*** EXCERPTED DATA ***

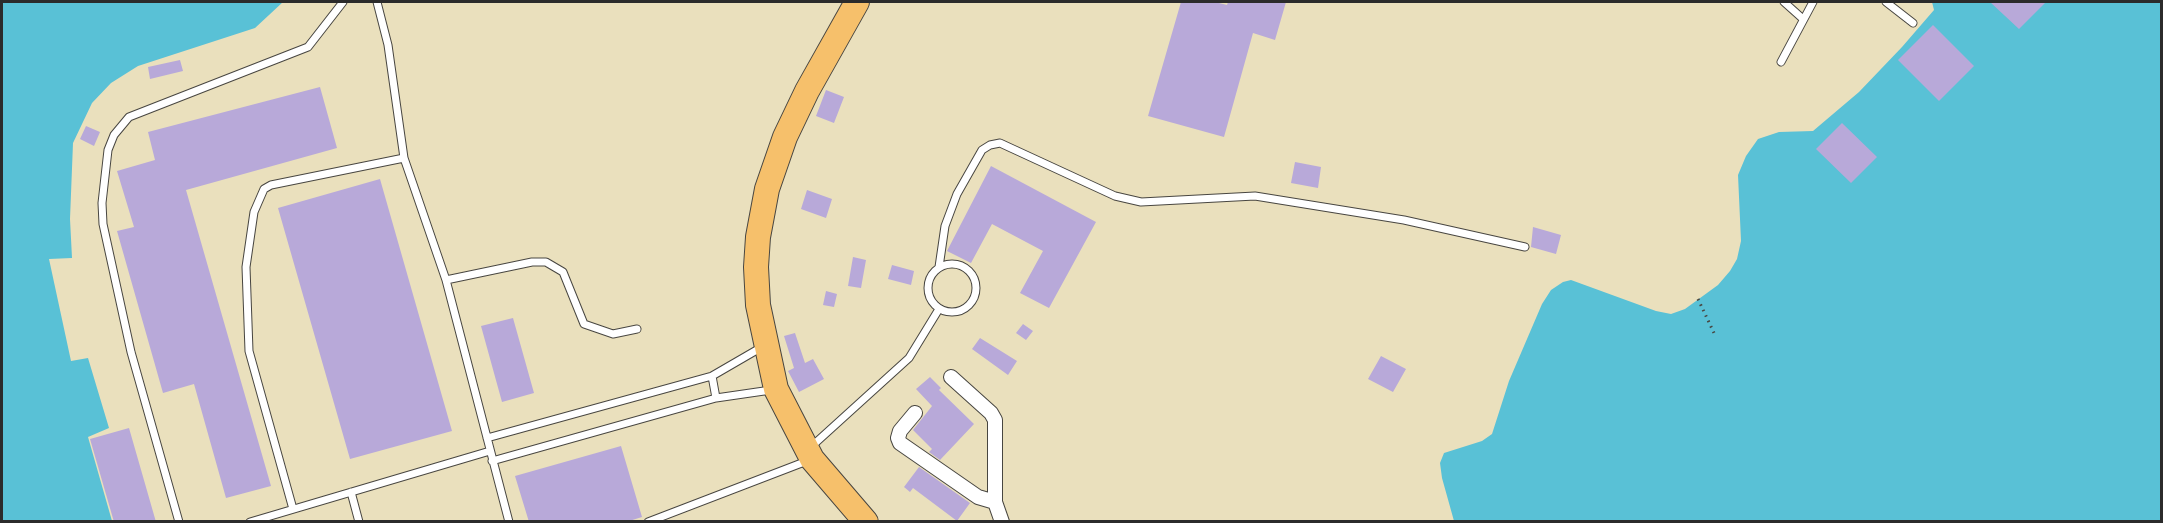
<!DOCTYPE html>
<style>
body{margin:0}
#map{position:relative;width:2163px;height:523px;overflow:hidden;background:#eae0bd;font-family:Alegreya,serif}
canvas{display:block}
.frame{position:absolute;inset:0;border:3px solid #2b2b2b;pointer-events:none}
</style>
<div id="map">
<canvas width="2163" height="523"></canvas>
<div class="frame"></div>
</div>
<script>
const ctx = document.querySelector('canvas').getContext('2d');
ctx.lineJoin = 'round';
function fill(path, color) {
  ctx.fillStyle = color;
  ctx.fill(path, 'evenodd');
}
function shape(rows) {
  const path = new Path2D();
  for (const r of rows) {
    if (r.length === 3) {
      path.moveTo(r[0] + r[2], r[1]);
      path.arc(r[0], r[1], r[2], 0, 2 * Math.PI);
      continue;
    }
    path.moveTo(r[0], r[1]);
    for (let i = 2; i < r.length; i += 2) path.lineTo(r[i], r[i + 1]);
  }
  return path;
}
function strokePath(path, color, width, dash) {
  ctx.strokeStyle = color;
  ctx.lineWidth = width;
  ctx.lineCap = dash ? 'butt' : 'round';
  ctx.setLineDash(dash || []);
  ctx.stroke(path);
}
fill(shape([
 [2,2,283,2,255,28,138,66,111,83,92,103,73,143,70,219,72,258,49,259,71,361,88,358,109,428,88,437,112,521,2,521],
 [1932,2,2161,2,2161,521,1454,521,1442,478,1440,463,1444,453,1482,441,1492,434,1509,381,1542,304,1551,290,1563,282,1571,280,1656,311,1671,314,1685,309,1718,285,1730,271,1737,259,1741,241,1738,175,1746,156,1758,139,1779,132,1813,131,1859,92,1902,47,1934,10]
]), '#59c1d6');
fill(shape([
 [1181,2,1215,2,1227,5,1228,2,1286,2,1275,40,1253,33,1224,137,1148,116],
 [1990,2,2046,2,2019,29],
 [1933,25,1974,66,1939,101,1898,60],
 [180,60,183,71,150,79,148,67],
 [320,87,337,148,186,190,271,486,226,498,194,384,163,393,117,231,134,227,117,171,155,160,148,132],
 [826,90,844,97,834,123,816,116],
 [1842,123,1877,157,1851,183,1816,149],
 [86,126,100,132,94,146,80,139],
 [1295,162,1321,167,1318,188,1291,183],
 [991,166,1096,222,1049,308,1020,293,1043,251,992,224,971,263,947,251],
 [380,179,452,431,350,459,278,208],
 [807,190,832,199,826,218,801,209],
 [1533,227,1561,235,1556,254,1531,247],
 [853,257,866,260,861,288,848,286],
 [892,265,914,271,911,285,888,279],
 [826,291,837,294,834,307,823,305],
 [513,318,534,393,502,402,481,326],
 [1023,324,1033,331,1026,340,1016,333],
 [795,333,805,363,813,359,824,379,799,392,788,371,794,368,784,336],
 [980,338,1017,361,1008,375,972,349],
 [1381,356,1406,369,1393,392,1368,379],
 [930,377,941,388,939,390,974,424,940,460,929,452,932,449,913,430,932,406,916,389],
 [129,428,156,522,114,522,90,439],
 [621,446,642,517,626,522,529,522,515,476],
 [919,467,970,503,957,521,913,488,910,492,904,487]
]), '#b8a9d9');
const lane = shape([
 [377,2,388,45,404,158,446,280,509,522],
 [1784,2,1803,19],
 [1886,2,1913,23],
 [1781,62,1813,2],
 [952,288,24],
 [939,267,945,226,957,194,982,150,990,145,1000,143,1115,196,1141,202,1255,196,1404,220,1525,247],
 [446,280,532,262,546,262,563,272,584,324,613,334,637,329],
 [712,376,716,398],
 [487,438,712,376,762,347],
 [812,446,909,358,939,309],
 [492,461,716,398,771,390],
 [351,492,359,522],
 [293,509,249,351,246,267,254,212,264,189,271,185,404,158],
 [179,522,131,352,103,224,102,203,108,150,114,135,129,117,308,47,343,2],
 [250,522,490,451],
 [648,522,807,461]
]);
const street = shape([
 [951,377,991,413,995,420,995,502,1002,522],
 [915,413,900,431,898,438,900,443,978,497,995,502]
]);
const highway = shape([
 [857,2,807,91,785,137,767,189,758,237,756,267,758,305,776,389,812,459,866,522]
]);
strokePath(lane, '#484641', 9);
strokePath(street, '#484641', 16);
strokePath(highway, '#484641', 26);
strokePath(shape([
 [1698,299,1714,333]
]), '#484641', 3, [1.5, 4.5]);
strokePath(lane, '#fff', 7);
strokePath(street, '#fff', 14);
strokePath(highway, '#f6c06b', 24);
</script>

*** End of EXCERPTED DATA ***

WHAT IS BEING ASKED: Above are the records; copy exactly the lines from the line with "path.arc(r[0], r[1], r[2], 0, 2" through the line with "function strokePath(path, color, width, dash)", both included.

WRITTEN ANSWER:
      path.arc(r[0], r[1], r[2], 0, 2 * Math.PI);
      continue;
    }
    path.moveTo(r[0], r[1]);
    for (let i = 2; i < r.length; i += 2) path.lineTo(r[i], r[i + 1]);
  }
  return path;
}
function strokePath(path, color, width, dash) {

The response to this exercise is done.